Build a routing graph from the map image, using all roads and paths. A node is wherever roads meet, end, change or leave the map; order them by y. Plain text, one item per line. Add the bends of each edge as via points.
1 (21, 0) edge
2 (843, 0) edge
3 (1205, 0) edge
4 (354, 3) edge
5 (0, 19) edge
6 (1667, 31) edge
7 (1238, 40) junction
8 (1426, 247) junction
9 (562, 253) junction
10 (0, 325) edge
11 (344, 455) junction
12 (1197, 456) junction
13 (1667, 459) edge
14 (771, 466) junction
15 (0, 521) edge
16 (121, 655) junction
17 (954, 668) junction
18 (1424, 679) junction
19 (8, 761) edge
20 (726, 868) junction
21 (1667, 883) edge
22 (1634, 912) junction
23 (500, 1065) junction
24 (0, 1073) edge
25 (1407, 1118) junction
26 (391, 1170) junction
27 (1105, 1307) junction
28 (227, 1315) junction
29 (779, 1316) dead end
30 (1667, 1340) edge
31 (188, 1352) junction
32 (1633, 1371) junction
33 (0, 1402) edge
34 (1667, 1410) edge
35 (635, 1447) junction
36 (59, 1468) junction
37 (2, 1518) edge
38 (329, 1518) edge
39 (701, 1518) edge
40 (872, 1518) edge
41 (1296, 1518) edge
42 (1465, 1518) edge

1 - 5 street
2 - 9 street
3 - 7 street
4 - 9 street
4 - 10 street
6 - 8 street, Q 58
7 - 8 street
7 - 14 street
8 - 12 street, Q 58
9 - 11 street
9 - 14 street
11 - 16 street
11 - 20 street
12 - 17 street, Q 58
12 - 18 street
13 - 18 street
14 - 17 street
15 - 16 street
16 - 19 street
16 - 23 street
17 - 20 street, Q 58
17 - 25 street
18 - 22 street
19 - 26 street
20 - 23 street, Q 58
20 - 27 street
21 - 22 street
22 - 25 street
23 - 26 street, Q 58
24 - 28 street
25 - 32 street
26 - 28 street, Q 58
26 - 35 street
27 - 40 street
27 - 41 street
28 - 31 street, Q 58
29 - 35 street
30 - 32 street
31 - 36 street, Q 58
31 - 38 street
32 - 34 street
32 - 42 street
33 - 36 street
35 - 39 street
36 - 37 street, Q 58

* * *

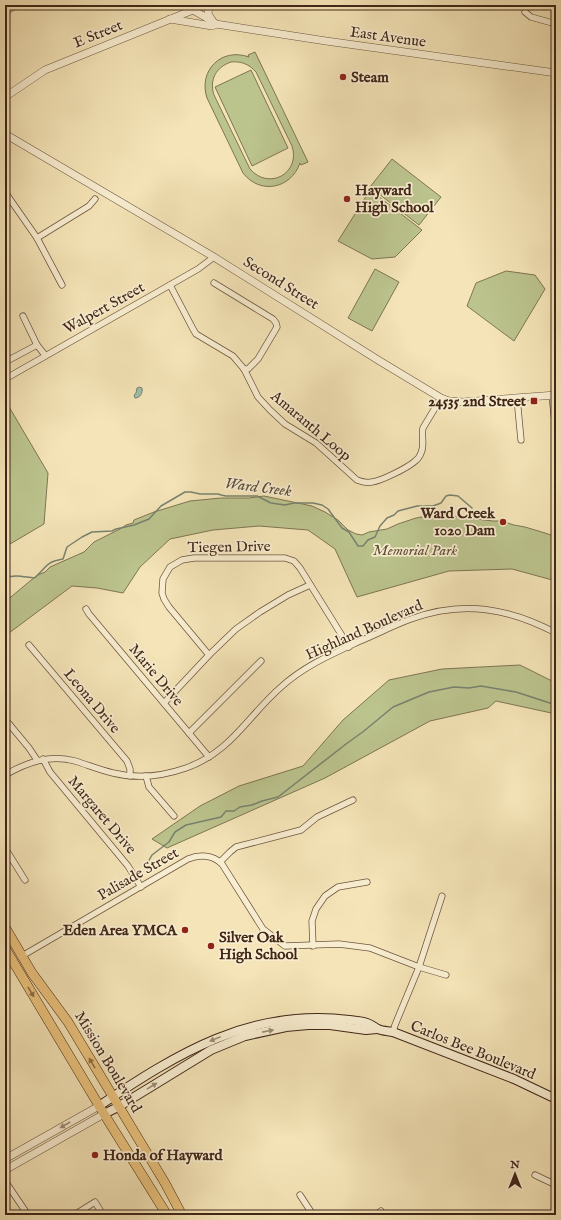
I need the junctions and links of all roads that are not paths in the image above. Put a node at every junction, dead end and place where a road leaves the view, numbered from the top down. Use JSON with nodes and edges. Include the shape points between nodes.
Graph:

---

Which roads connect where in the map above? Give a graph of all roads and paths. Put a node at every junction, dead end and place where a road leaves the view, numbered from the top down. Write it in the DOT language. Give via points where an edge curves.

What the exercise asks: Read through the lines above and collect those that contain the string "place".

Task answer:
I need the junctions and links of all roads that are not paths in the image above. Put a node at every junction, dead end and place where a road leaves the view, numbered from the top down. Use JSON with nodes and edges. Include the shape points between nodes.
Which roads connect where in the map above? Give a graph of all roads and paths. Put a node at every junction, dead end and place where a road leaves the view, numbered from the top down. Write it in the DOT language. Give via points where an edge curves.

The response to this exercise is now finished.